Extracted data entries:
=====

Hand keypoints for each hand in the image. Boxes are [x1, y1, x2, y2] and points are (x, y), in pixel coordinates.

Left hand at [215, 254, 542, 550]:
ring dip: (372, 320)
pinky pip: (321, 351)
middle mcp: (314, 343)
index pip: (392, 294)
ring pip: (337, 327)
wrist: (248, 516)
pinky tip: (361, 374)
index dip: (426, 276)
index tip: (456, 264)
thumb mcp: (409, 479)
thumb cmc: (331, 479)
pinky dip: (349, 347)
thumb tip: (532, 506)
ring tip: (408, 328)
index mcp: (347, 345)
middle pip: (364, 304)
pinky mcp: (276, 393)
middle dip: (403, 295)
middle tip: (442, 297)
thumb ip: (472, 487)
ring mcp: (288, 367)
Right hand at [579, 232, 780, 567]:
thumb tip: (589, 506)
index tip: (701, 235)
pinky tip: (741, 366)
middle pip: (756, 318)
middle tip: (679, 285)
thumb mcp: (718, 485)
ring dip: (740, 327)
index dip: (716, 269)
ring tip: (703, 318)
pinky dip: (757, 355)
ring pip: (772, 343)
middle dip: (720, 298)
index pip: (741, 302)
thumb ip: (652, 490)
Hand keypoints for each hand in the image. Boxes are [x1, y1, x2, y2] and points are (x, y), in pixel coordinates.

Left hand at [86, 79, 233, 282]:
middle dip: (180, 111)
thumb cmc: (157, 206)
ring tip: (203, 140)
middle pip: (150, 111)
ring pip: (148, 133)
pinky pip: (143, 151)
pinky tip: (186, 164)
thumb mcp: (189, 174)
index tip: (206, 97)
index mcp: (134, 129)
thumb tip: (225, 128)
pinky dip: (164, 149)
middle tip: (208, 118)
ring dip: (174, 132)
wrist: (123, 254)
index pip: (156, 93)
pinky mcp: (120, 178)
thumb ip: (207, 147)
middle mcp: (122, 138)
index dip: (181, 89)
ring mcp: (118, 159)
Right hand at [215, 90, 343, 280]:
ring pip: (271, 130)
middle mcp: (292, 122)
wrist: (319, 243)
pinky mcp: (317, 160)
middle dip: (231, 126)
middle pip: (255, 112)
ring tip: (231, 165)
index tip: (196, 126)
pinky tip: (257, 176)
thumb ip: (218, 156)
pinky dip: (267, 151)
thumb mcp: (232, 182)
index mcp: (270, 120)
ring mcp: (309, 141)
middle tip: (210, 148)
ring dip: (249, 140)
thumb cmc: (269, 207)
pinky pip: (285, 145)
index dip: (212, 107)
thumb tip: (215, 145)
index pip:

=====

The lines from the one containing "middle pip: (150, 111)" through the last line of the records are the answer; set them down exactly and add nothing.

middle pip: (150, 111)
ring pip: (148, 133)
pinky pip: (143, 151)
pinky tip: (186, 164)
thumb mcp: (189, 174)
index tip: (206, 97)
index mcp: (134, 129)
thumb tip: (225, 128)
pinky dip: (164, 149)
middle tip: (208, 118)
ring dip: (174, 132)
wrist: (123, 254)
index pip: (156, 93)
pinky mcp: (120, 178)
thumb ip: (207, 147)
middle mcp: (122, 138)
index dip: (181, 89)
ring mcp: (118, 159)
Right hand at [215, 90, 343, 280]:
ring pip: (271, 130)
middle mcp: (292, 122)
wrist: (319, 243)
pinky mcp: (317, 160)
middle dip: (231, 126)
middle pip: (255, 112)
ring tip: (231, 165)
index tip: (196, 126)
pinky tip: (257, 176)
thumb ip: (218, 156)
pinky dip: (267, 151)
thumb mcp: (232, 182)
index mcp: (270, 120)
ring mcp: (309, 141)
middle tip: (210, 148)
ring dip: (249, 140)
thumb cmc: (269, 207)
pinky pip: (285, 145)
index dip: (212, 107)
thumb tip: (215, 145)
index pip:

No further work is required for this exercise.